====== INPUT

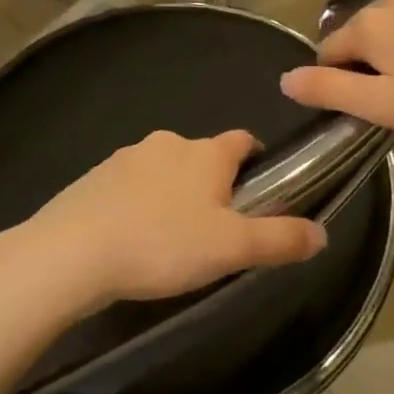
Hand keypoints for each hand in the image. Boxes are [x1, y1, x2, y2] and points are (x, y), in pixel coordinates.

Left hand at [18, 129, 326, 312]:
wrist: (71, 253)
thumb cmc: (162, 244)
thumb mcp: (231, 249)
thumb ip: (280, 239)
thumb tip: (322, 233)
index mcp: (206, 153)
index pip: (243, 140)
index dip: (255, 160)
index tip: (257, 190)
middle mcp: (169, 143)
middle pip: (203, 156)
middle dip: (212, 184)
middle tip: (215, 230)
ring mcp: (127, 157)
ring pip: (164, 170)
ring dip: (173, 194)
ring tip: (170, 241)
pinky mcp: (94, 177)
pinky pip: (129, 186)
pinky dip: (138, 204)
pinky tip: (131, 239)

============

▶ [AIM OF THE TASK]: Go back to the data above and please quote exactly, and only, the lines from the line with "thumb mcp: (231, 249)" through its last line.

▶ [COMPLETED TASK]:
thumb mcp: (231, 249)
thumb ip: (280, 239)
thumb tip: (322, 233)
index mcp: (206, 153)
index pip: (243, 140)
index dip: (255, 160)
index tip: (257, 190)
middle mcp: (169, 143)
middle pip: (203, 156)
middle dip: (212, 184)
middle tip: (215, 230)
ring mcp: (127, 157)
ring pip: (164, 170)
ring dip: (173, 194)
ring tip: (170, 241)
pinky mcp: (94, 177)
pinky pip: (129, 186)
pinky dip: (138, 204)
pinky tip: (131, 239)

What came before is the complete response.